Work request.
From the records below, copy out each line that has the word "nodes".

Data extracts.
------------------------
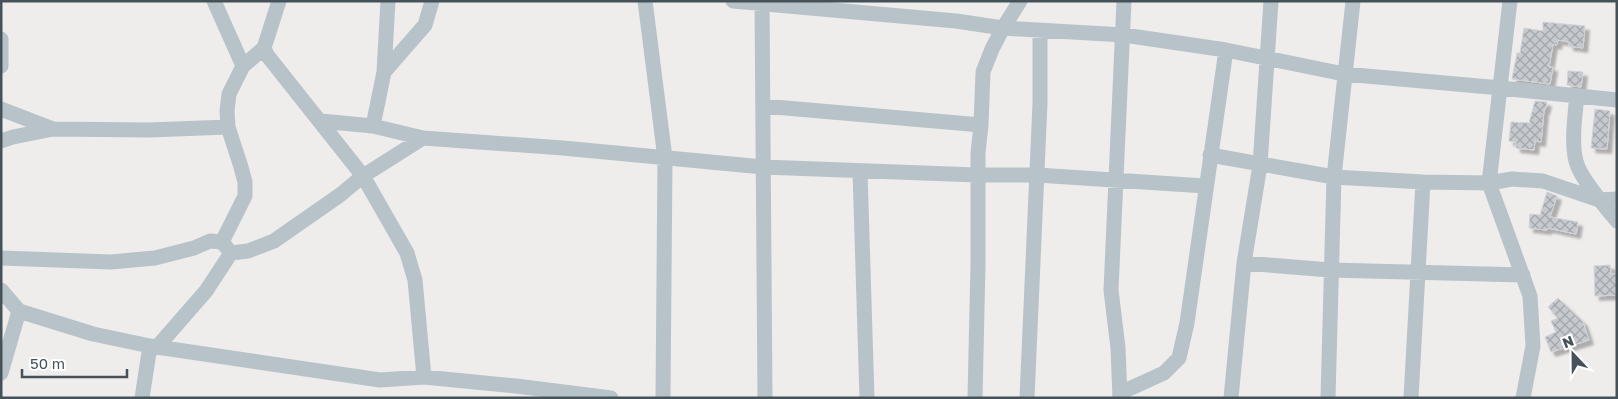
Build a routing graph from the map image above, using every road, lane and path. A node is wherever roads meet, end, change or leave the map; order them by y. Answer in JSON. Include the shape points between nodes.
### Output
{"nodes":[{"id":1,"x":214,"y":1,"type":"edge"},
{"id":2,"x":279,"y":1,"type":"edge"},
{"id":3,"x":388,"y":1,"type":"edge"},
{"id":4,"x":432,"y":1,"type":"edge"},
{"id":5,"x":645,"y":1,"type":"edge"},
{"id":6,"x":733,"y":1,"type":"edge"},
{"id":7,"x":1020,"y":1,"type":"edge"},
{"id":8,"x":1124,"y":1,"type":"edge"},
{"id":9,"x":1271,"y":1,"type":"edge"},
{"id":10,"x":1353,"y":1,"type":"edge"},
{"id":11,"x":1510,"y":1,"type":"edge"},
{"id":12,"x":762,"y":2,"type":"edge"},
{"id":13,"x":1002,"y":28,"type":"junction"},
{"id":14,"x":1040,"y":31,"type":"junction"},
{"id":15,"x":1124,"y":36,"type":"junction"},
{"id":16,"x":1,"y":39,"type":"edge"},
{"id":17,"x":264,"y":48,"type":"junction"},
{"id":18,"x":1226,"y":50,"type":"junction"},
{"id":19,"x":1268,"y":59,"type":"junction"},
{"id":20,"x":1,"y":66,"type":"edge"},
{"id":21,"x":243,"y":66,"type":"junction"},
{"id":22,"x":384,"y":72,"type":"junction"},
{"id":23,"x":1344,"y":74,"type":"junction"},
{"id":24,"x":1500,"y":88,"type":"junction"},
{"id":25,"x":1577,"y":96,"type":"junction"},
{"id":26,"x":1617,"y":100,"type":"edge"},
{"id":27,"x":763,"y":106,"type":"junction"},
{"id":28,"x":1,"y":109,"type":"edge"},
{"id":29,"x":321,"y":121,"type":"junction"},
{"id":30,"x":981,"y":125,"type":"junction"},
{"id":31,"x":373,"y":126,"type":"junction"},
{"id":32,"x":228,"y":127,"type":"junction"},
{"id":33,"x":54,"y":129,"type":"junction"},
{"id":34,"x":423,"y":138,"type":"junction"},
{"id":35,"x":1,"y":141,"type":"edge"},
{"id":36,"x":1210,"y":155,"type":"junction"},
{"id":37,"x":665,"y":158,"type":"junction"},
{"id":38,"x":1260,"y":165,"type":"junction"},
{"id":39,"x":763,"y":167,"type":"junction"},
{"id":40,"x":860,"y":171,"type":"junction"},
{"id":41,"x":978,"y":175,"type":"junction"},
{"id":42,"x":1037,"y":175,"type":"junction"},
{"id":43,"x":363,"y":176,"type":"junction"},
{"id":44,"x":1334,"y":176,"type":"junction"},
{"id":45,"x":1117,"y":180,"type":"junction"},
{"id":46,"x":1422,"y":182,"type":"junction"},
{"id":47,"x":1489,"y":183,"type":"junction"},
{"id":48,"x":1206,"y":186,"type":"junction"},
{"id":49,"x":1617,"y":199,"type":"edge"},
{"id":50,"x":1599,"y":200,"type":"junction"},
{"id":51,"x":1617,"y":221,"type":"edge"},
{"id":52,"x":227,"y":248,"type":"junction"},
{"id":53,"x":1,"y":258,"type":"edge"},
{"id":54,"x":1244,"y":263,"type":"junction"},
{"id":55,"x":1330,"y":270,"type":"junction"},
{"id":56,"x":1417,"y":273,"type":"junction"},
{"id":57,"x":1524,"y":276,"type":"junction"},
{"id":58,"x":1,"y":290,"type":"edge"},
{"id":59,"x":18,"y":311,"type":"junction"},
{"id":60,"x":154,"y":346,"type":"junction"},
{"id":61,"x":1,"y":373,"type":"edge"},
{"id":62,"x":424,"y":377,"type":"junction"},
{"id":63,"x":1120,"y":396,"type":"edge"},
{"id":64,"x":142,"y":398,"type":"edge"},
{"id":65,"x":611,"y":398,"type":"edge"},
{"id":66,"x":663,"y":398,"type":"edge"},
{"id":67,"x":765,"y":398,"type":"edge"},
{"id":68,"x":867,"y":398,"type":"edge"},
{"id":69,"x":975,"y":398,"type":"edge"},
{"id":70,"x":1027,"y":398,"type":"edge"},
{"id":71,"x":1231,"y":398,"type":"edge"},
{"id":72,"x":1328,"y":398,"type":"edge"},
{"id":73,"x":1411,"y":398,"type":"edge"},
{"id":74,"x":1523,"y":398,"type":"edge"}],
"edges":[{"from":1,"to":21,"type":"street"},
{"from":2,"to":17,"type":"street"},
{"from":3,"to":22,"type":"street"},
{"from":4,"to":22,"type":"street","via":[[425,25]]},
{"from":5,"to":37,"type":"street"},
{"from":6,"to":12,"type":"street"},
{"from":7,"to":13,"type":"street"},
{"from":8,"to":15,"type":"street"},
{"from":9,"to":19,"type":"street"},
{"from":10,"to":23,"type":"street"},
{"from":11,"to":24,"type":"street"},
{"from":12,"to":13,"type":"street","via":[[956,20]]},
{"from":12,"to":27,"type":"street"},
{"from":13,"to":14,"type":"street"},
{"from":13,"to":30,"type":"street","via":[[983,72]]},
{"from":14,"to":15,"type":"street"},
{"from":14,"to":42,"type":"street"},
{"from":15,"to":18,"type":"street"},
{"from":15,"to":45,"type":"street"},
{"from":16,"to":20,"type":"street"},
{"from":17,"to":21,"type":"street"},
{"from":17,"to":29,"type":"street"},
{"from":18,"to":19,"type":"street"},
{"from":18,"to":36,"type":"street"},
{"from":19,"to":23,"type":"street"},
{"from":19,"to":38,"type":"street"},
{"from":21,"to":32,"type":"street","via":[[229,94]]},
{"from":22,"to":31,"type":"street"},
{"from":23,"to":24,"type":"street"},
{"from":23,"to":44,"type":"street"},
{"from":24,"to":25,"type":"street"},
{"from":24,"to":47,"type":"street"},
{"from":25,"to":26,"type":"street"},
{"from":25,"to":50,"type":"street","via":[[1573,134],[1577,166]]},
{"from":27,"to":30,"type":"street"},
{"from":27,"to":39,"type":"street"},
{"from":28,"to":33,"type":"street"},
{"from":29,"to":31,"type":"street"},
{"from":29,"to":43,"type":"street"},
{"from":30,"to":41,"type":"street"},
{"from":31,"to":34,"type":"street"},
{"from":32,"to":33,"type":"street"},
{"from":32,"to":52,"type":"street","via":[[245,182],[245,196]]},
{"from":33,"to":35,"type":"street"},
{"from":34,"to":37,"type":"street"},
{"from":34,"to":43,"type":"street"},
{"from":36,"to":38,"type":"street"},
{"from":36,"to":48,"type":"street"},
{"from":37,"to":39,"type":"street"},
{"from":37,"to":66,"type":"street"},
{"from":38,"to":44,"type":"street"},
{"from":38,"to":54,"type":"street"},
{"from":39,"to":40,"type":"street"},
{"from":39,"to":67,"type":"street"},
{"from":40,"to":41,"type":"street"},
{"from":40,"to":68,"type":"street"},
{"from":41,"to":42,"type":"street"},
{"from":41,"to":69,"type":"street"},
{"from":42,"to":45,"type":"street"},
{"from":42,"to":70,"type":"street"},
{"from":43,"to":52,"type":"street","via":[[274,241],[248,251]]},
{"from":43,"to":62,"type":"street","via":[[407,253],[415,280]]},
{"from":44,"to":46,"type":"street"},
{"from":44,"to":55,"type":"street"},
{"from":45,"to":48,"type":"street"},
{"from":45,"to":63,"type":"street","via":[[1111,290]]},
{"from":46,"to":47,"type":"street"},
{"from":46,"to":56,"type":"street"},
{"from":47,"to":50,"type":"street","via":[[1512,179],[1543,181]]},
{"from":47,"to":57,"type":"street"},
{"from":48,"to":63,"type":"street","via":[[1179,358],[1164,372]]},
{"from":49,"to":50,"type":"street"},
{"from":50,"to":51,"type":"street"},
{"from":52,"to":53,"type":"street","via":[[210,241],[155,258],[111,262]]},
{"from":52,"to":60,"type":"street","via":[[206,291]]},
{"from":54,"to":55,"type":"street"},
{"from":54,"to":71,"type":"street"},
{"from":55,"to":56,"type":"street"},
{"from":55,"to":72,"type":"street"},
{"from":56,"to":57,"type":"street"},
{"from":56,"to":73,"type":"street"},
{"from":57,"to":74,"type":"street","via":[[1530,296],[1533,346]]},
{"from":58,"to":59,"type":"street"},
{"from":59,"to":60,"type":"street","via":[[94,334]]},
{"from":59,"to":61,"type":"street"},
{"from":60,"to":62,"type":"street","via":[[380,380]]},
{"from":60,"to":64,"type":"street"},
{"from":62,"to":65,"type":"street"}]}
------------------------
Answer box.
Build a routing graph from the map image above, using every road, lane and path. A node is wherever roads meet, end, change or leave the map; order them by y. Answer in JSON. Include the shape points between nodes.
{"nodes":[{"id":1,"x":214,"y":1,"type":"edge"},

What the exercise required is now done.